How to protect your home from wildfires
Downtown Quincy was open for business Saturday despite an evacuation advisory to neighborhoods south of the Plumas County courthouse.
Residents shopping and chatting with neighbors kept a wary eye on the ridge just above town, where flames had been visible during the night until smoke obstructed the view.
“Watching those spot fires in the dark – they were really close to our street,” said Laurie Powell, whose house on Alder Street is a half-mile from the nearest flames.
The Minerva fire, which started July 29 in several places about 3 miles southwest of Quincy, had grown to 3,657 acres by Saturday.
Heat and strong winds Friday afternoon sent embers into a dry, heavily timbered area, which includes the watershed that supplies domestic water to the rural community. Firefighters made minimizing the impacts to that municipal supply a high priority, said Michelle Carbonara, a public information officer with the South Central Sierra management team.
They continued setting backfires Saturday hoping to consume the fuel as the fire was backing down the slope toward Quincy, she said. Those operations went “just as planned – really well,” said Carbonara.
The largest of the spot fires early Saturday was around 10 acres, said Plumas County Sheriff Greg Hagwood.
He issued the voluntary evacuation order after U.S. Forest Service officials contacted him late Friday and warned of increasing danger to Quincy. Smoke was too heavy Saturday morning to offer the visibility required to operate helicopter and other air support, said Hagwood.
Before the smoke closed in, Hagwood could see from his yard individual trees catching fire in Boyle Ravine, a steep slope on the north side of Claremont Ridge above Quincy.
“I’ve got all my stuff packed. So do my folks up the street,” he said.

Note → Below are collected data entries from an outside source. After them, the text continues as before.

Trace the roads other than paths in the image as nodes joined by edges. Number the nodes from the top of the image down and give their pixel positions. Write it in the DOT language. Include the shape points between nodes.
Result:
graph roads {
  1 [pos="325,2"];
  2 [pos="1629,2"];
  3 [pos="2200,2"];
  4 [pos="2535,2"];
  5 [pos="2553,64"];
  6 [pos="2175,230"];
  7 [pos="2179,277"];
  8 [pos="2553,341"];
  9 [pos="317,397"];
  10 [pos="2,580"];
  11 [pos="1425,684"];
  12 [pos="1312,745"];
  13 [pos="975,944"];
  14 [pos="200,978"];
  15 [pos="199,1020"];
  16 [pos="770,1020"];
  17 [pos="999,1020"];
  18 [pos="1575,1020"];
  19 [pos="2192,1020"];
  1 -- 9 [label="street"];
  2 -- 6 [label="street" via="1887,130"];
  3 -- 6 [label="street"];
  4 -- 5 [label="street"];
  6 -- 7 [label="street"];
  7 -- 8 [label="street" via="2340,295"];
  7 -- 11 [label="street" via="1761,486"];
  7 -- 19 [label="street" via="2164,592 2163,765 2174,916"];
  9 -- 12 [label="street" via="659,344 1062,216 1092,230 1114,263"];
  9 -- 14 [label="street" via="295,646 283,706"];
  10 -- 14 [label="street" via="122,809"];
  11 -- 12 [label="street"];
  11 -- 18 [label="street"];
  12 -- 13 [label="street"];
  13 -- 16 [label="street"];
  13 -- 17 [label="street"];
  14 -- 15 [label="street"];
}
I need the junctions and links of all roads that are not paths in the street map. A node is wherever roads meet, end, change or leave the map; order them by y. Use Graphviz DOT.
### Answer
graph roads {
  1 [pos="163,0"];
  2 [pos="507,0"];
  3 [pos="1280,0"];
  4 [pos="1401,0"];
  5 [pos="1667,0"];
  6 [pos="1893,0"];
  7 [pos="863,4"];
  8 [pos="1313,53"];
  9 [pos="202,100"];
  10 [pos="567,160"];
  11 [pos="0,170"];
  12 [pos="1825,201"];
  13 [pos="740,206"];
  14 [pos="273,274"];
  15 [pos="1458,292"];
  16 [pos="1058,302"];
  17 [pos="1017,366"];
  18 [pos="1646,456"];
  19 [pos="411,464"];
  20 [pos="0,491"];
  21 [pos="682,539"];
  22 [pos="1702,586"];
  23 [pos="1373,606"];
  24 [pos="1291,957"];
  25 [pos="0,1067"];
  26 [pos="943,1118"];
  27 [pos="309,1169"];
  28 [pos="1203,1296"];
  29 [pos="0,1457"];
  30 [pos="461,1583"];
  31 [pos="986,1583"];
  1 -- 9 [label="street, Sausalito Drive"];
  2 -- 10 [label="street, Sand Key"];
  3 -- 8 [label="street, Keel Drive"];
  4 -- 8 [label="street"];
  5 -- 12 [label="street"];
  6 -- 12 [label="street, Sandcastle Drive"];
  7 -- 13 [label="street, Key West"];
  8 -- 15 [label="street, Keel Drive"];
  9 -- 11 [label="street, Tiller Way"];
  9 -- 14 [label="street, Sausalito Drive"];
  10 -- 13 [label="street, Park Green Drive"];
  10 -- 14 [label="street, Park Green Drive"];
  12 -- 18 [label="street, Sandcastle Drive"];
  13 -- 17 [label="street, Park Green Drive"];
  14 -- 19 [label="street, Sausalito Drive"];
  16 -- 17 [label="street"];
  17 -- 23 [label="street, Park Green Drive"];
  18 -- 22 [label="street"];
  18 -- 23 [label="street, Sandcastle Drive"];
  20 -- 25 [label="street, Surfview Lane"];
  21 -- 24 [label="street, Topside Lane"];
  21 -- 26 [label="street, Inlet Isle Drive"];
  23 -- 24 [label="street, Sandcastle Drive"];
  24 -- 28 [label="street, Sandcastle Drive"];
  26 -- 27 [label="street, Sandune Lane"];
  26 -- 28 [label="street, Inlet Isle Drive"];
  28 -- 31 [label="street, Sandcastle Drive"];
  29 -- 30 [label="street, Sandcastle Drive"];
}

With light rain falling and a lack of wind early Saturday afternoon, Hagwood was optimistic: “I hope this is the day they make progress on this fire.”
Powell and her husband have already moved their pets and valuables to a safer place. If they are ordered to evacuate, they will, said Rod Powell, a Quincy volunteer fireman.
“These firefighters need all the room they can get to maneuver around here,” he said.
An evacuation center at the LDS Church on Bellamy Lane had six occupants Friday night.
Forest Service officials expect to have a complete containment line around the Minerva fire by Aug. 12.